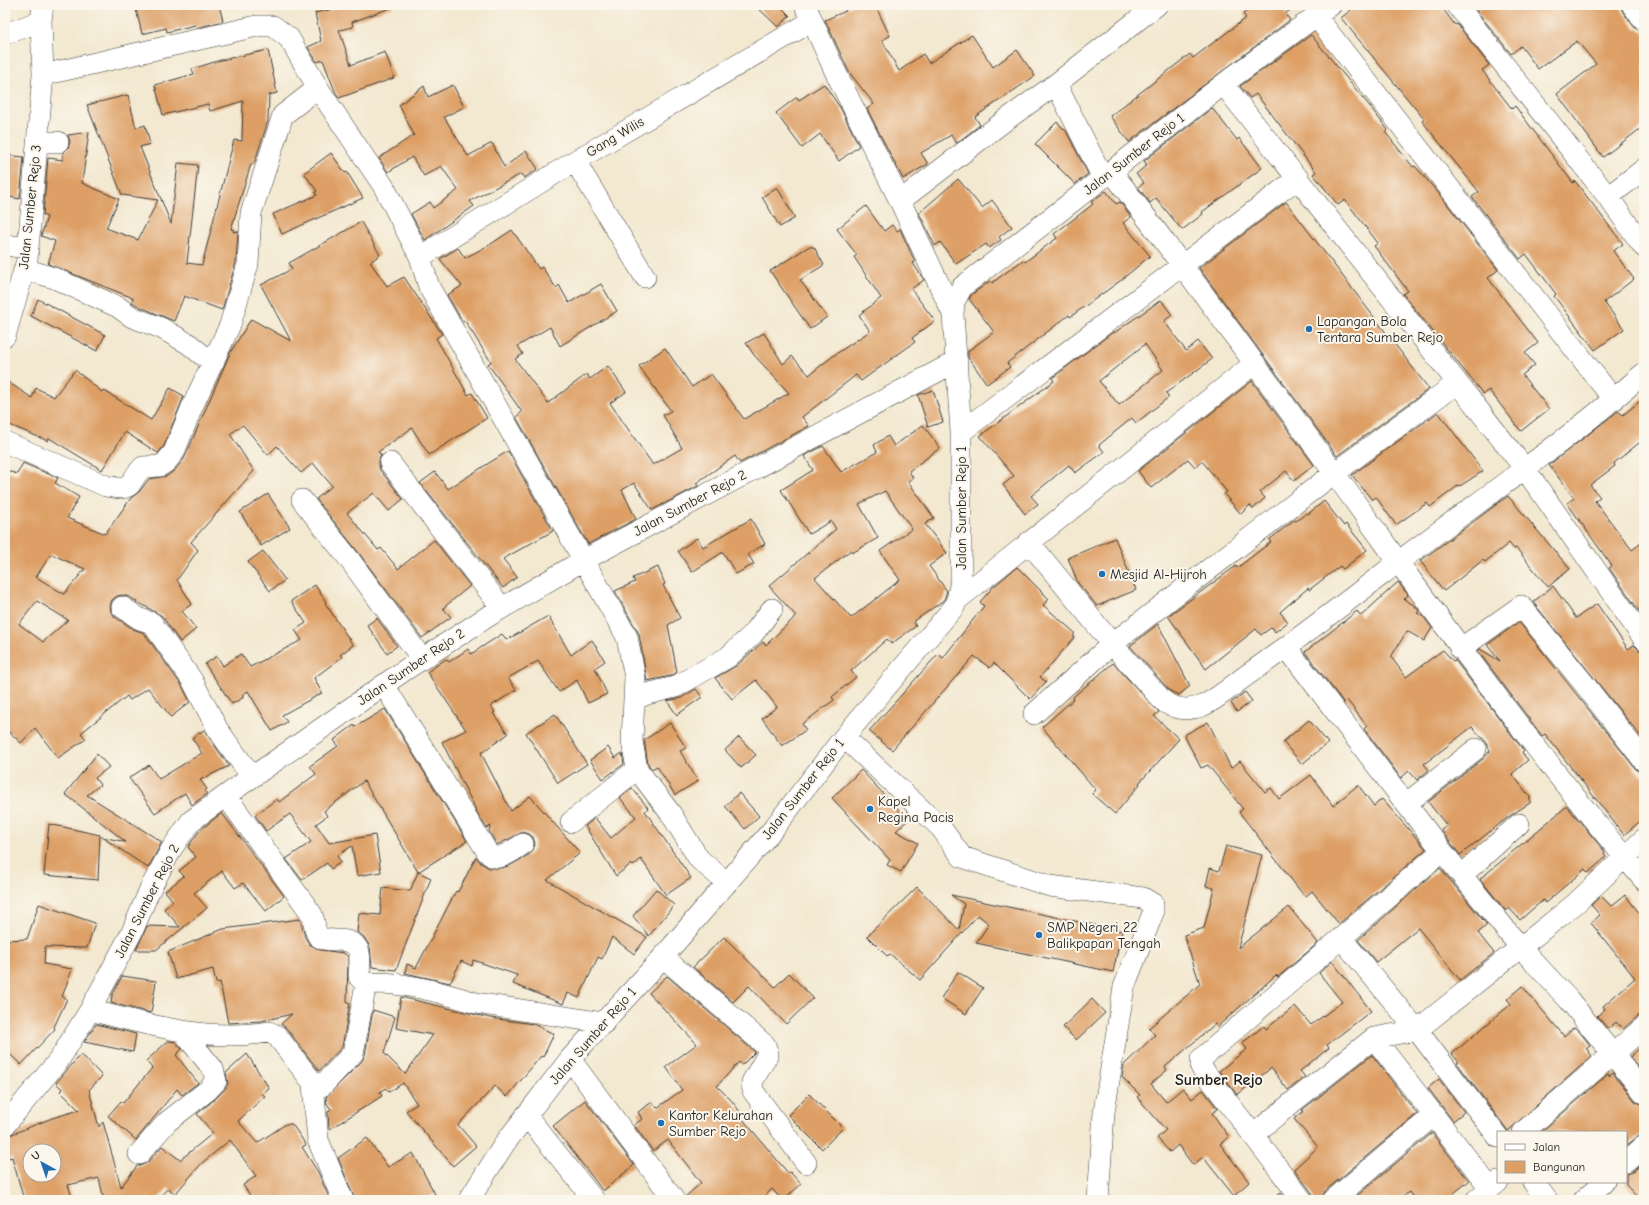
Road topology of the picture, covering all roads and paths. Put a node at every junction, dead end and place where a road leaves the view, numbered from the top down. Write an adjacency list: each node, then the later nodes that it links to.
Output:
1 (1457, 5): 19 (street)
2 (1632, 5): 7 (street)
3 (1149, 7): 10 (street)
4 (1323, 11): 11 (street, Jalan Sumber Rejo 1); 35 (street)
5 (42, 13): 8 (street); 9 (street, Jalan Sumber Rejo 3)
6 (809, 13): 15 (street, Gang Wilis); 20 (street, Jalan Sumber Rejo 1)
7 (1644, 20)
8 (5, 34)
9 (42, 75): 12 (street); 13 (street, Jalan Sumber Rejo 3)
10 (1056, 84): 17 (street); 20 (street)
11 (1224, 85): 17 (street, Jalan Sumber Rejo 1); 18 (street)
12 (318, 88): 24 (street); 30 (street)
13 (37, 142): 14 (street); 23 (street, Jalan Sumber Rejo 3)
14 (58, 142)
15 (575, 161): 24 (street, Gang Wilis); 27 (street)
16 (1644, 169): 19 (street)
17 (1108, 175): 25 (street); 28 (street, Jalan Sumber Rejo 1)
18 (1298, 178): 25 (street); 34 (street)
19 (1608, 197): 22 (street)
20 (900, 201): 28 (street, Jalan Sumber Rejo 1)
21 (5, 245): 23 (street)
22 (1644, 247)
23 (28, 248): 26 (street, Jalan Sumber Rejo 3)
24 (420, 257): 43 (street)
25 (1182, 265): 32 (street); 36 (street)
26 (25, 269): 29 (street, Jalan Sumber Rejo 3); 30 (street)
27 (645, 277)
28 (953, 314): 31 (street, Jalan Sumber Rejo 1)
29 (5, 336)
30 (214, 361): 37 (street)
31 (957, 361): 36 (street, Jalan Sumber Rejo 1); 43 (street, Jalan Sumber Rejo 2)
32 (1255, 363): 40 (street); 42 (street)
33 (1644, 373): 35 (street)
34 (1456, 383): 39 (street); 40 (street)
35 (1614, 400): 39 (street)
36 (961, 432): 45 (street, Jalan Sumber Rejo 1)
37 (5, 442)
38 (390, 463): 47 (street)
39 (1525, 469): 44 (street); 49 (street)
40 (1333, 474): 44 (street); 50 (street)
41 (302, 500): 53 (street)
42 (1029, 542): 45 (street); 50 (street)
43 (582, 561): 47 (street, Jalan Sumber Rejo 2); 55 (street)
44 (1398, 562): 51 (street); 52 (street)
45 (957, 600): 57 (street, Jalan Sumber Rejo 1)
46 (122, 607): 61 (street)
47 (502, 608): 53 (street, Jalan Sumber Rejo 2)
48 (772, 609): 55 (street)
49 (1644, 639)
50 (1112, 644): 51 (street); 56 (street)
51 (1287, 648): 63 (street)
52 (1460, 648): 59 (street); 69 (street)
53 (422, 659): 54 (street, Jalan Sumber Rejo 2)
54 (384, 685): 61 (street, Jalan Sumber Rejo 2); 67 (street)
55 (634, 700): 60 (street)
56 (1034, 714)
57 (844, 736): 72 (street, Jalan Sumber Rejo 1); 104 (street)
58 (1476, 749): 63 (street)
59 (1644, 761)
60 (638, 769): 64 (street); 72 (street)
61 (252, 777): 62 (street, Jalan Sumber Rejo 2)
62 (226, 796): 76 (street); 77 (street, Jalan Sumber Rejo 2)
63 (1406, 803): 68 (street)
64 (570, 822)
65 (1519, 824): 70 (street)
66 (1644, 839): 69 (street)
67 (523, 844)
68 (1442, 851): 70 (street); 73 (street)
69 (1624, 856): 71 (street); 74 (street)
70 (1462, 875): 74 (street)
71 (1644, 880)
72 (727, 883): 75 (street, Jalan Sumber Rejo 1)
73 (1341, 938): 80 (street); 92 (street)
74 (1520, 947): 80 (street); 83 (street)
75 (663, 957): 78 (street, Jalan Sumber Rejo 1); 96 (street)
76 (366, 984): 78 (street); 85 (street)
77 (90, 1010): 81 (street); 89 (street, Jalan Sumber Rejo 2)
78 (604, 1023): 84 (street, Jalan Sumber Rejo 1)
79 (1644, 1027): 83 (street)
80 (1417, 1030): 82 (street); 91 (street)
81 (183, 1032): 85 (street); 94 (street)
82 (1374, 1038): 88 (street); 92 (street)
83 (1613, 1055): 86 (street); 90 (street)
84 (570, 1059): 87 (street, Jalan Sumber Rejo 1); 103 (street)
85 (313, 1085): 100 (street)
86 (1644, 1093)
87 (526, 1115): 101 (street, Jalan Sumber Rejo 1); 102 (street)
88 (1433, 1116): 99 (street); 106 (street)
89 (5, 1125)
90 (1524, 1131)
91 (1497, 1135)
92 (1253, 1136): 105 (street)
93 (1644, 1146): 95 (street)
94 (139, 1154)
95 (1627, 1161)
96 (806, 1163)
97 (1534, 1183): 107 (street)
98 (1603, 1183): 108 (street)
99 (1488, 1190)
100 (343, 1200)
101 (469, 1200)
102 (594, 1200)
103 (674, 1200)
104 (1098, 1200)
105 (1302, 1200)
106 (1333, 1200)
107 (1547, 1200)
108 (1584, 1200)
++++++++++++++++++++
• About this task: In your copy, leave out the pictures and reproduce the material above exactly.

• Answer below:
Road topology of the picture, covering all roads and paths. Put a node at every junction, dead end and place where a road leaves the view, numbered from the top down. Write an adjacency list: each node, then the later nodes that it links to.
Output:
1 (1457, 5): 19 (street)
2 (1632, 5): 7 (street)
3 (1149, 7): 10 (street)
4 (1323, 11): 11 (street, Jalan Sumber Rejo 1); 35 (street)
5 (42, 13): 8 (street); 9 (street, Jalan Sumber Rejo 3)
6 (809, 13): 15 (street, Gang Wilis); 20 (street, Jalan Sumber Rejo 1)
7 (1644, 20)
8 (5, 34)
9 (42, 75): 12 (street); 13 (street, Jalan Sumber Rejo 3)
10 (1056, 84): 17 (street); 20 (street)
11 (1224, 85): 17 (street, Jalan Sumber Rejo 1); 18 (street)
12 (318, 88): 24 (street); 30 (street)
13 (37, 142): 14 (street); 23 (street, Jalan Sumber Rejo 3)
14 (58, 142)
15 (575, 161): 24 (street, Gang Wilis); 27 (street)
16 (1644, 169): 19 (street)
17 (1108, 175): 25 (street); 28 (street, Jalan Sumber Rejo 1)
18 (1298, 178): 25 (street); 34 (street)
19 (1608, 197): 22 (street)
20 (900, 201): 28 (street, Jalan Sumber Rejo 1)
21 (5, 245): 23 (street)
22 (1644, 247)
23 (28, 248): 26 (street, Jalan Sumber Rejo 3)
24 (420, 257): 43 (street)
25 (1182, 265): 32 (street); 36 (street)
26 (25, 269): 29 (street, Jalan Sumber Rejo 3); 30 (street)
27 (645, 277)
28 (953, 314): 31 (street, Jalan Sumber Rejo 1)
29 (5, 336)
30 (214, 361): 37 (street)
31 (957, 361): 36 (street, Jalan Sumber Rejo 1); 43 (street, Jalan Sumber Rejo 2)
32 (1255, 363): 40 (street); 42 (street)
33 (1644, 373): 35 (street)
34 (1456, 383): 39 (street); 40 (street)
35 (1614, 400): 39 (street)
36 (961, 432): 45 (street, Jalan Sumber Rejo 1)
37 (5, 442)
38 (390, 463): 47 (street)
39 (1525, 469): 44 (street); 49 (street)
40 (1333, 474): 44 (street); 50 (street)
41 (302, 500): 53 (street)
42 (1029, 542): 45 (street); 50 (street)
43 (582, 561): 47 (street, Jalan Sumber Rejo 2); 55 (street)
44 (1398, 562): 51 (street); 52 (street)
45 (957, 600): 57 (street, Jalan Sumber Rejo 1)
46 (122, 607): 61 (street)
47 (502, 608): 53 (street, Jalan Sumber Rejo 2)
48 (772, 609): 55 (street)
49 (1644, 639)
50 (1112, 644): 51 (street); 56 (street)
51 (1287, 648): 63 (street)
52 (1460, 648): 59 (street); 69 (street)
53 (422, 659): 54 (street, Jalan Sumber Rejo 2)
54 (384, 685): 61 (street, Jalan Sumber Rejo 2); 67 (street)
55 (634, 700): 60 (street)
56 (1034, 714)
57 (844, 736): 72 (street, Jalan Sumber Rejo 1); 104 (street)
58 (1476, 749): 63 (street)
59 (1644, 761)
60 (638, 769): 64 (street); 72 (street)
61 (252, 777): 62 (street, Jalan Sumber Rejo 2)
62 (226, 796): 76 (street); 77 (street, Jalan Sumber Rejo 2)
63 (1406, 803): 68 (street)
64 (570, 822)
65 (1519, 824): 70 (street)
66 (1644, 839): 69 (street)
67 (523, 844)
68 (1442, 851): 70 (street); 73 (street)
69 (1624, 856): 71 (street); 74 (street)
70 (1462, 875): 74 (street)
71 (1644, 880)
72 (727, 883): 75 (street, Jalan Sumber Rejo 1)
73 (1341, 938): 80 (street); 92 (street)
74 (1520, 947): 80 (street); 83 (street)
75 (663, 957): 78 (street, Jalan Sumber Rejo 1); 96 (street)
76 (366, 984): 78 (street); 85 (street)
77 (90, 1010): 81 (street); 89 (street, Jalan Sumber Rejo 2)
78 (604, 1023): 84 (street, Jalan Sumber Rejo 1)
79 (1644, 1027): 83 (street)
80 (1417, 1030): 82 (street); 91 (street)
81 (183, 1032): 85 (street); 94 (street)
82 (1374, 1038): 88 (street); 92 (street)
83 (1613, 1055): 86 (street); 90 (street)
84 (570, 1059): 87 (street, Jalan Sumber Rejo 1); 103 (street)
85 (313, 1085): 100 (street)
86 (1644, 1093)
87 (526, 1115): 101 (street, Jalan Sumber Rejo 1); 102 (street)
88 (1433, 1116): 99 (street); 106 (street)
89 (5, 1125)
90 (1524, 1131)
91 (1497, 1135)
92 (1253, 1136): 105 (street)
93 (1644, 1146): 95 (street)
94 (139, 1154)
95 (1627, 1161)
96 (806, 1163)
97 (1534, 1183): 107 (street)
98 (1603, 1183): 108 (street)
99 (1488, 1190)
100 (343, 1200)
101 (469, 1200)
102 (594, 1200)
103 (674, 1200)
104 (1098, 1200)
105 (1302, 1200)
106 (1333, 1200)
107 (1547, 1200)
108 (1584, 1200)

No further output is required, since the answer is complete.